Nor do I mean it in the sense that some foods are “natural” and others “artificial”. Whatever you are making something out of, it comes from nature, whether it’s the pure sweet honey from wild bees feeding from free range aloe plants lovingly and humanely transported by Andean monks, or the cheapest and most chemically unique of plastic products.
Oil is just as much the product of Mother Nature’s bounty as honey, after all. To suggest there is some sort of moral distinction between the two is to indulge in magical thinking of the most basic sort. Argue about healthy and unhealthy foods all you like, that has a basis in science and can be verified.
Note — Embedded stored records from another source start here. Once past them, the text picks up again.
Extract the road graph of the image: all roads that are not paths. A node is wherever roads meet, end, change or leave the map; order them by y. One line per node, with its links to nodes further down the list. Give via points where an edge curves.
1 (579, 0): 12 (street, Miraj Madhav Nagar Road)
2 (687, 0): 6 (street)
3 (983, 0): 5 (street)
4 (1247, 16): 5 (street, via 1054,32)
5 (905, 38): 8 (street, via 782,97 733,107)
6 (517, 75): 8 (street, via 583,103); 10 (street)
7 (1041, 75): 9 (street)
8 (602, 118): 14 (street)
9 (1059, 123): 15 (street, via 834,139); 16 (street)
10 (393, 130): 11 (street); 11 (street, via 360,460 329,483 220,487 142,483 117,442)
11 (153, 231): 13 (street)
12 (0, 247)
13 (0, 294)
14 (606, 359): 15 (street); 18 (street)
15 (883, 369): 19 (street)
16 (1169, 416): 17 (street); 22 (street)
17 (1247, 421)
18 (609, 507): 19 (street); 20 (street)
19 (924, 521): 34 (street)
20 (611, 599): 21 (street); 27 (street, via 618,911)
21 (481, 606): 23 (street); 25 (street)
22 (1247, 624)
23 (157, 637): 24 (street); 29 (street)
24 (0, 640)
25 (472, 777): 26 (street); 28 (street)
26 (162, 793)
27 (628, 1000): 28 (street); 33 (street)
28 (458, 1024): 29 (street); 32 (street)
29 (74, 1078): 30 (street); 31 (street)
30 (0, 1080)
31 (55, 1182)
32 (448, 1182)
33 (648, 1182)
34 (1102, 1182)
But all that is possible is natural.
So much for the petty moralists.
No, when I say I have led an unnatural life, what I mean is that I have led a life which has been highly proscribed and compartmentalized by my desire to be logical and reasonable and sensible, to the point where all emotion is suspect and there are powerful all-encompassing blocks between emotion and action that render me essentially without motivation or even basic normal emotional functioning, and hence, I am a very ill man, emotionally speaking, and all in the name of supposedly being “smart”.
Well, smart is as smart does, and this smart doesn’t do jack shit.
It is like a ferociously micromanaged office. The office manager (my superego, I suppose) has lost all sense of proportion and is obsessed with making absolutely sure that every single thing, no matter how minor, is done in exact accordance with policy, and so doing absolutely anything requires his express permission, and he is just one overworked and overstressed guy, so there is only so many things he can approve in any given time, and so things happen very, very slowly and inefficiently.
And all in the name of efficiency, of course.
And eventually, things just grind to a halt, and the business of the office as part of a larger organization ceases entirely, and the office barely scrapes through each day doing the minimum required to keep the office itself going, and not very well.
And lots of parts of the office have not done anything ever, or not done anything in a long long time, and so the employees there are practically dead from boredom and have long since forgotten what it is they are supposed to be doing, let alone how to do it.
And all, of course, in the name of logic and reason!
What I am getting at is that this determination to always be logical and rational has had the effect of completely usurping the natural ecology of a normal person’s emotional metabolism. Certain things are supposed to simply happen naturally, flowing one to the other according to the purely internal logic of one’s unique emotional landscape, and not according to some preconceived and unnatural and unhealthy notion of how one’s emotions “should” work.
No wonder I feel so cold and dead inside. All this blocking and checking compleyely inhibits the lifeblood of my emotional life from getting to all the parts of my mind that desperately need it, and so I am downright cyanotic if not positively necrotic inside.
At the very least, I am more asleep than awake inside, and the pain I feel when I try to become motivated to do things outside my comfort zone is possibly nothing more than the pain one feels when trying to wriggle something life into your foot when it has fallen asleep.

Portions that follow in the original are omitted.